[INPUT DATA — start]
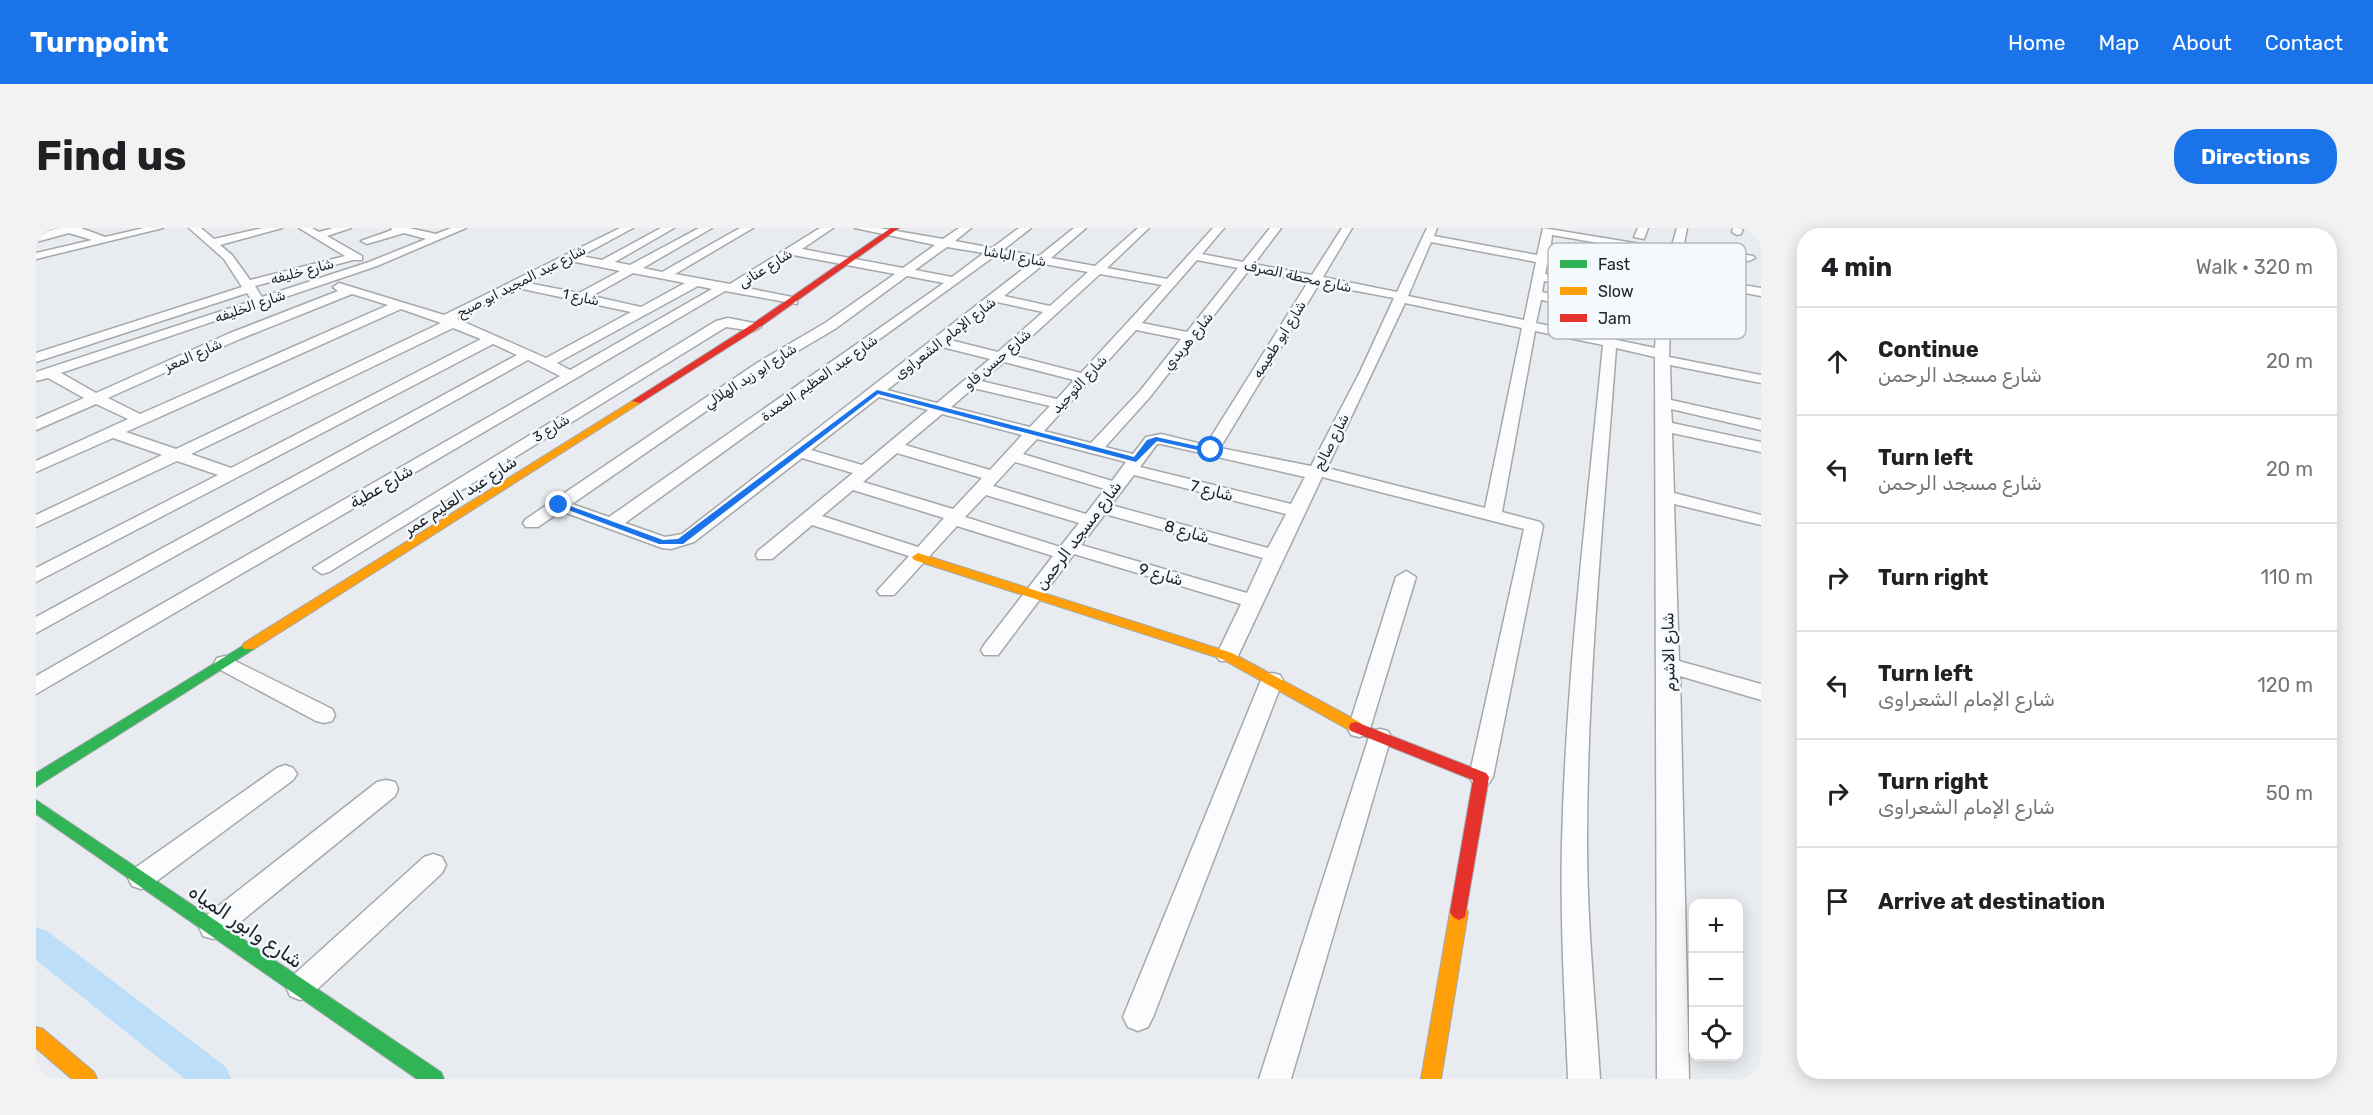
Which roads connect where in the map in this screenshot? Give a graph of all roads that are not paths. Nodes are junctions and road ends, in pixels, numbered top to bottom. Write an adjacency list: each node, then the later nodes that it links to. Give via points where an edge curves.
1 (158, 228): 28 (street)
2 (277, 228): 30 (street)
3 (304, 228): 25 (street)
4 (346, 228): 25 (street)
5 (461, 228): 26 (street, شارع الخليفه)
6 (628, 228): 38 (street, شارع عبد المجيد ابو صبح)
7 (669, 228): 46 (street)
8 (707, 228): 48 (street)
9 (748, 228): 51 (street)
10 (828, 228): 33 (street, شارع عنانى)
11 (860, 228): 22 (street, شارع الباشا)
12 (966, 228): 31 (street, شارع ابو زيد الهلالي)
13 (1026, 228): 34 (street, شارع عبد العظيم العمدة)
14 (1081, 228): 41 (street, شارع الإمام الشعراوى)
15 (1144, 228): 49 (street, شارع حسن فاو)
16 (1219, 228): 36 (street, شارع التوحيد)
17 (1276, 228): 47 (street, شارع هريدي)
18 (1347, 228): 57 (street, شارع ابو طعيمه)
19 (70, 229): 27 (street); 28 (street)
20 (198, 229): 30 (street)
21 (400, 229): 26 (street); 29 (street)
22 (892, 231): 31 (street, شارع الباشا); 42 (street, شارع عبد العليم عمر)
23 (1430, 233): 43 (street); 68 (street, شارع صالح)
24 (1547, 235): 32 (street); 43 (street)
25 (316, 236): 37 (street)
26 (437, 238): 45 (street, شارع الخليفه)
27 (36, 239)
28 (104, 240): 35 (street)
29 (367, 241)
30 (213, 243): 60 (street)
31 (944, 243): 34 (street, شارع الباشا); 50 (street, شارع ابو زيد الهلالي)
32 (1574, 243)
33 (792, 250): 42 (street); 61 (street, شارع عنانى)
34 (994, 252): 41 (street, شارع الباشا); 55 (street, شارع عبد العظيم العمدة)
35 (36, 256)
36 (1194, 256): 47 (street, شارع محطة الصرف); 58 (street, شارع التوحيد)
37 (355, 257): 45 (street); 60 (street, شارع خليفه)
38 (569, 258): 46 (street); 59 (street, شارع عبد المجيد ابو صبح)
39 (1749, 258): 40 (street)
40 (1746, 259)
41 (1042, 260): 49 (street, شارع الباشا); 69 (street, شارع الإمام الشعراوى)
42 (849, 261): 50 (street); 70 (street, شارع عبد العليم عمر)
43 (1542, 261): 44 (street); 52 (street)
44 (1548, 262)
45 (373, 264): 56 (street, شارع الخليفه)
46 (603, 264): 48 (street)
47 (1248, 267): 57 (street, شارع محطة الصرف); 81 (street, شارع هريدي)
48 (632, 269): 51 (street); 67 (street)
49 (1097, 270): 58 (street, شارع الباشا); 73 (street, شارع حسن فاو)
50 (904, 272): 55 (street); 124 (street, شارع ابو زيد الهلالي, via 830,326 762,366)
51 (665, 275): 54 (street)
52 (1539, 278): 53 (street); 66 (street)
53 (1548, 278)
54 (698, 281): 61 (street); 74 (street)
55 (955, 281): 133 (street, شارع عبد العظيم العمدة)
56 (318, 282): 63 (street); 71 (street, شارع الخليفه)
57 (1315, 282): 68 (street, شارع محطة الصرف); 111 (street, شارع ابو طعيمه)
58 (1171, 283): 77 (street, شارع التوحيد)
59 (518, 284): 67 (street, شارع 1); 76 (street, شارع عبد المجيد ابو صبح)
60 (249, 286): 71 (street); 90 (street, شارع خليفه)
61 (729, 287): 70 (street); 93 (street, شارع عطية)
62 (1746, 289): 64 (street)
63 (351, 290): 72 (street); 75 (street, شارع المعز)
64 (1761, 292)
65 (1548, 293): 66 (street)
66 (1536, 295): 78 (street)
67 (581, 297): 74 (street, شارع 1)
68 (1400, 297): 78 (street, شارع محطة الصرف); 118 (street, شارع صالح, via 1367,372)
69 (996, 298): 73 (street); 85 (street, شارع الإمام الشعراوى)
70 (793, 301): 79 (street, شارع عبد العليم عمر)
71 (259, 303): 75 (street); 92 (street, شارع الخليفه)
72 (401, 304): 76 (street); 102 (street)
73 (1053, 310): 88 (street, شارع حسن فاو)
74 (644, 311): 91 (street)
75 (287, 316): 98 (street, شارع المعز)
76 (450, 321): 82 (street); 113 (street, شارع عبد المجيد ابو صبح)
77 (1133, 325): 81 (street); 94 (street, شارع التوحيد)
78 (1530, 326): 80 (street, شارع محطة الصرف); 127 (street)
79 (754, 327): 138 (street, شارع 3, via 721,324); 147 (street, شارع عبد العليم عمر)
80 (1548, 330)
81 (1191, 337): 110 (street, شارع هريدي)
82 (494, 338): 87 (street); 119 (street)
83 (1595, 339): 86 (street, شارع محطة الصرف)
84 (1665, 339): 89 (street, شارع الاشرم)
85 (940, 342): 88 (street); 97 (street, شارع الإمام الشعراوى)
86 (1610, 342): 89 (street, شارع محطة الصرف); 169 (street, via 1575,811)
87 (529, 354): 91 (street); 144 (street)
88 (1000, 357): 94 (street); 96 (street, شارع حسن فاو)
89 (1663, 357): 95 (street, شارع محطة الصرف); 99 (street, شارع الاشرم)
90 (36, 358)
91 (547, 363): 93 (street)
92 (43, 374): 98 (street)
93 (571, 376): 150 (street, شارع عطية)
94 (1085, 378): 100 (street, شارع التوحيد)
95 (1761, 379)
96 (970, 383): 100 (street); 101 (street, شارع حسن فاو)
97 (877, 392): 101 (street, شارع 7); 112 (street, شارع الإمام الشعراوى)
98 (96, 398): 102 (street); 104 (street, شارع المعز)
99 (1664, 403): 103 (street); 105 (street, شارع الاشرم)
100 (1060, 404): 107 (street, شارع التوحيد)
101 (939, 408): 107 (street, شارع 7); 108 (street, شارع حسن فاو)
102 (140, 419): 106 (street)
103 (1761, 424)
104 (36, 425)
105 (1664, 426): 109 (street); 123 (street, شارع الاشرم)
106 (112, 432): 113 (street); 116 (street)
107 (1034, 433): 110 (street, شارع 7); 114 (street, شارع التوحيد)
108 (894, 447): 117 (street, شارع حسن فاو); 120 (street, شارع 8)
109 (1761, 447)
110 (1094, 449): 115 (street, شارع 7)
111 (1211, 450): 115 (street, شارع مسجد الرحمن, via 1156,439); 118 (street, شارع مسجد الرحمن)
112 (800, 452): 117 (street); 133 (street, شارع الإمام الشعراوى, via 680,542 662,542)
113 (175, 455): 119 (street); 131 (street, شارع عبد المجيد ابو صبح)
114 (1012, 456): 120 (street, شارع التوحيد); 122 (street)
115 (1132, 464): 122 (street, شارع مسجد الرحمن); 125 (street, شارع 7)
116 (36, 467)
117 (864, 471): 121 (street, شارع حسن فاو)
118 (1315, 472): 125 (street, شارع صالح); 127 (street, شارع مسجد الرحمن)
119 (231, 474): 139 (street)
120 (988, 482): 126 (street, شارع 8); 129 (street, شارع التوحيد)
121 (850, 483): 128 (street, شارع حسن فاو); 129 (street, شارع 9)
122 (1115, 486): 126 (street, شارع مسجد الرحمن)
123 (1664, 496): 130 (street); 148 (street, شارع الاشرم)
124 (559, 505): 132 (street, شارع ابو زيد الهلالي); 133 (street, شارع الإمام الشعراوى)
125 (1296, 511): 136 (street, شارع صالح)
126 (1095, 514): 134 (street, شارع مسجد الرحمن); 136 (street, شارع 8)
127 (1493, 514): 155 (street, شارع مسجد الرحمن, via 1530,524 1536,530)
128 (809, 518): 135 (street, شارع حسن فاو); 137 (street)
129 (955, 518): 134 (street, شارع 9); 137 (street, شارع التوحيد)
130 (1761, 520)
131 (36, 522)
132 (532, 523)
133 (611, 524)
134 (1067, 550): 142 (street, شارع مسجد الرحمن); 143 (street, شارع 9)
135 (765, 555)
136 (1274, 555): 143 (street, شارع صالح)
137 (920, 556): 141 (street, شارع التوحيد); 142 (street)
138 (322, 568)
139 (36, 576)
140 (1406, 577): 153 (street)
141 (887, 591)
142 (1034, 594): 145 (street, شارع مسجد الرحمن); 146 (street)
143 (1252, 601): 146 (street, شارع صالح)
144 (36, 626)
145 (991, 650)
146 (1227, 656): 149 (street)
147 (225, 663): 152 (street); 156 (street, شارع عبد العليم عمر)
148 (1669, 665): 151 (street); 170 (street, شارع الاشرم)
149 (1272, 680): 153 (street); 163 (street)
150 (36, 686)
151 (1761, 693)
152 (324, 715)
153 (1369, 733): 155 (street); 167 (street)
154 (285, 774): 160 (street)
155 (1481, 777): 168 (street)
156 (36, 781)
157 (386, 789): 161 (street)
158 (36, 806): 160 (street, شارع وابور المياه)
159 (433, 865): 162 (street)
160 (141, 878): 161 (street, شارع وابور المياه)
161 (213, 927): 162 (street, شارع وابور المياه)
162 (300, 987): 166 (street, شارع وابور المياه)
163 (1138, 1017)
164 (36, 1036): 165 (street)
165 (87, 1079)
166 (434, 1079)
167 (1275, 1079)
168 (1431, 1079)
169 (1584, 1079)
170 (1672, 1079)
[INPUT DATA — finish]
**TASK DIRECTIONS:** Each line above that contains the string "وابور" should be copied.

**WRITTEN ANSWER:**
158 (36, 806): 160 (street, شارع وابور المياه)
160 (141, 878): 161 (street, شارع وابور المياه)
161 (213, 927): 162 (street, شارع وابور المياه)
162 (300, 987): 166 (street, شارع وابور المياه)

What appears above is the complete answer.